## What needs to be done
Line by line, the data below should be set down unchanged, with images excluded.

## Supplied data
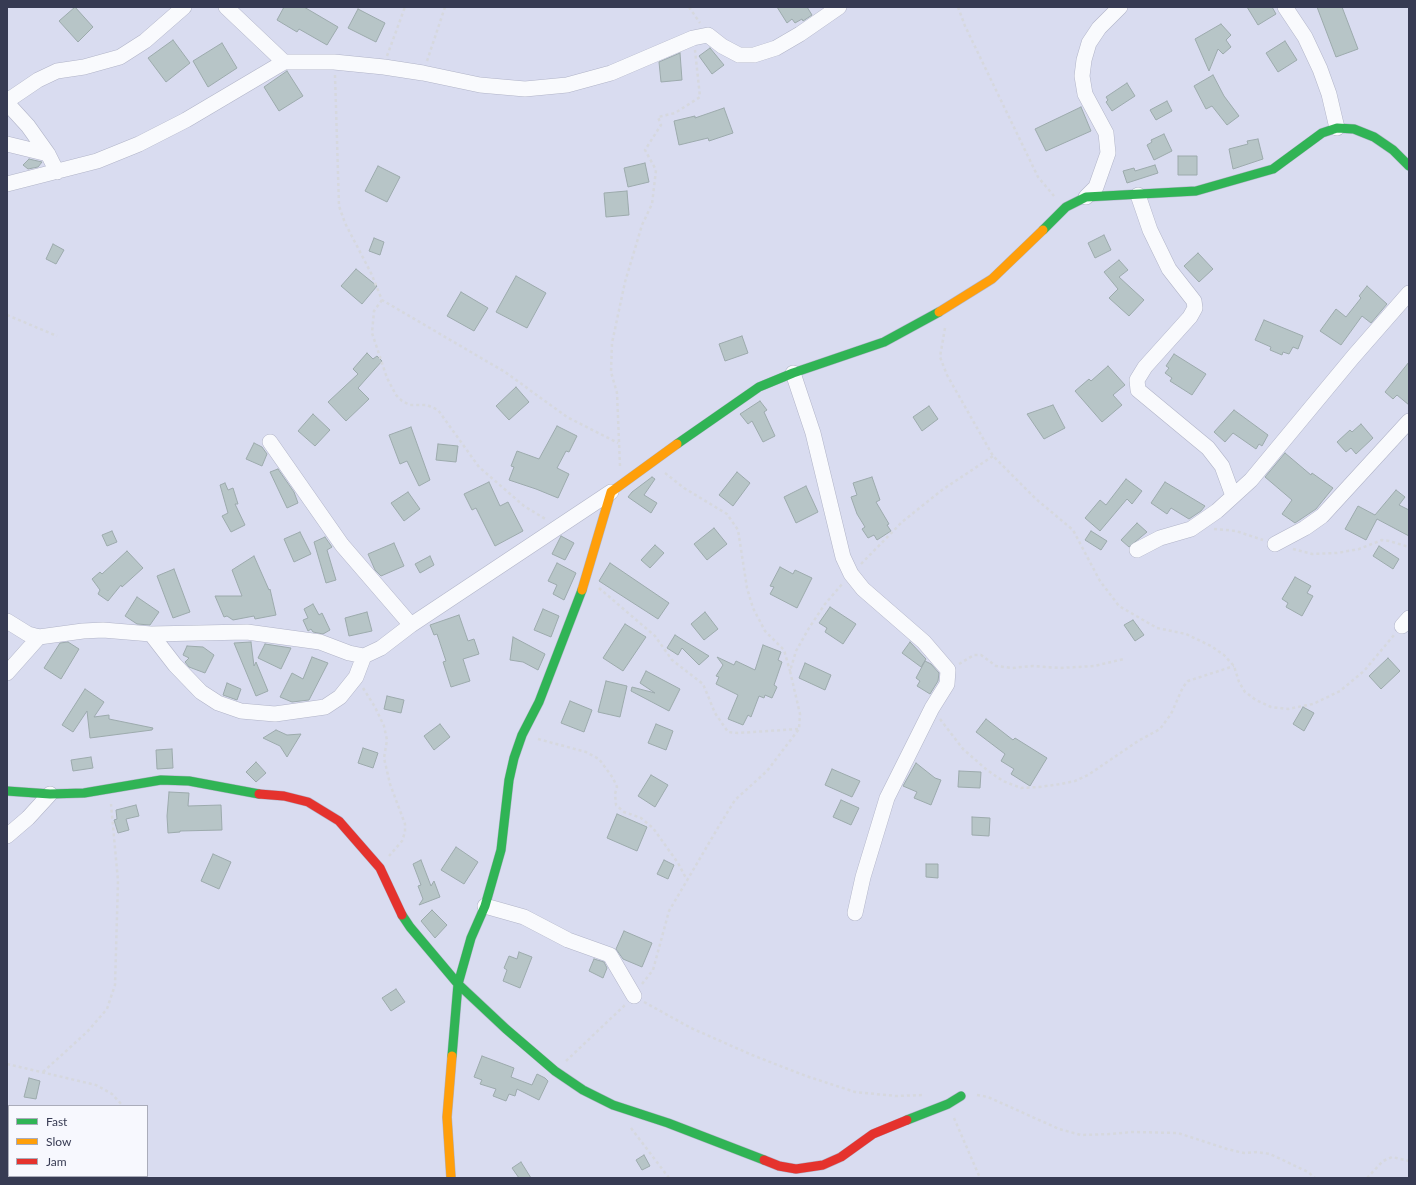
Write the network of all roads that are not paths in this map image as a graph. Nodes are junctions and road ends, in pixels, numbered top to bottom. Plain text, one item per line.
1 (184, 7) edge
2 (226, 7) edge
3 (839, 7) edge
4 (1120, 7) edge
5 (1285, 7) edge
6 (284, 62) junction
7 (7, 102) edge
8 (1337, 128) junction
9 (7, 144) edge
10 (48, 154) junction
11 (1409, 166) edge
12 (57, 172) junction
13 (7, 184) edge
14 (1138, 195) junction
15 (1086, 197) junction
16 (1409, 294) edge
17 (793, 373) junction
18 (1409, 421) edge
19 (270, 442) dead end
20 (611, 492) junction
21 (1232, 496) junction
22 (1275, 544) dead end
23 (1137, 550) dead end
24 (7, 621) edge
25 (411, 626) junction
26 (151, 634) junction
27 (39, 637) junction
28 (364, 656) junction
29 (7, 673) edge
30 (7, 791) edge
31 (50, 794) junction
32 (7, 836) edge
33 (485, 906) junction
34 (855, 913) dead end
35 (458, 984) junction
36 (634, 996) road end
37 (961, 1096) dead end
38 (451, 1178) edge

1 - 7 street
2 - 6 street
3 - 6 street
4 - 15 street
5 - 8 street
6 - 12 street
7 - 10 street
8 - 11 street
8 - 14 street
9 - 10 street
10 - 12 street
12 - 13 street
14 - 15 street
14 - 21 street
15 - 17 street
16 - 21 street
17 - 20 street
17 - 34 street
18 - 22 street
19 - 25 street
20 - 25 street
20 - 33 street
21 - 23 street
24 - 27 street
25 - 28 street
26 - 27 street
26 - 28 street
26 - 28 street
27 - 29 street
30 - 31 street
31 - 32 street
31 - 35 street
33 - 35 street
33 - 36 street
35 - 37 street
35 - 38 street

## Task output
Write the network of all roads that are not paths in this map image as a graph. Nodes are junctions and road ends, in pixels, numbered top to bottom. Plain text, one item per line.
1 (184, 7) edge
2 (226, 7) edge
3 (839, 7) edge
4 (1120, 7) edge
5 (1285, 7) edge
6 (284, 62) junction
7 (7, 102) edge
8 (1337, 128) junction
9 (7, 144) edge
10 (48, 154) junction
11 (1409, 166) edge
12 (57, 172) junction
13 (7, 184) edge
14 (1138, 195) junction
15 (1086, 197) junction
16 (1409, 294) edge
17 (793, 373) junction
18 (1409, 421) edge
19 (270, 442) dead end
20 (611, 492) junction
21 (1232, 496) junction
22 (1275, 544) dead end
23 (1137, 550) dead end
24 (7, 621) edge
25 (411, 626) junction
26 (151, 634) junction
27 (39, 637) junction
28 (364, 656) junction
29 (7, 673) edge
30 (7, 791) edge
31 (50, 794) junction
32 (7, 836) edge
33 (485, 906) junction
34 (855, 913) dead end
35 (458, 984) junction
36 (634, 996) road end
37 (961, 1096) dead end
38 (451, 1178) edge

1 - 7 street
2 - 6 street
3 - 6 street
4 - 15 street
5 - 8 street
6 - 12 street
7 - 10 street
8 - 11 street
8 - 14 street
9 - 10 street
10 - 12 street
12 - 13 street
14 - 15 street
14 - 21 street
15 - 17 street
16 - 21 street
17 - 20 street
17 - 34 street
18 - 22 street
19 - 25 street
20 - 25 street
20 - 33 street
21 - 23 street
24 - 27 street
25 - 28 street
26 - 27 street
26 - 28 street
26 - 28 street
27 - 29 street
30 - 31 street
31 - 32 street
31 - 35 street
33 - 35 street
33 - 36 street
35 - 37 street
35 - 38 street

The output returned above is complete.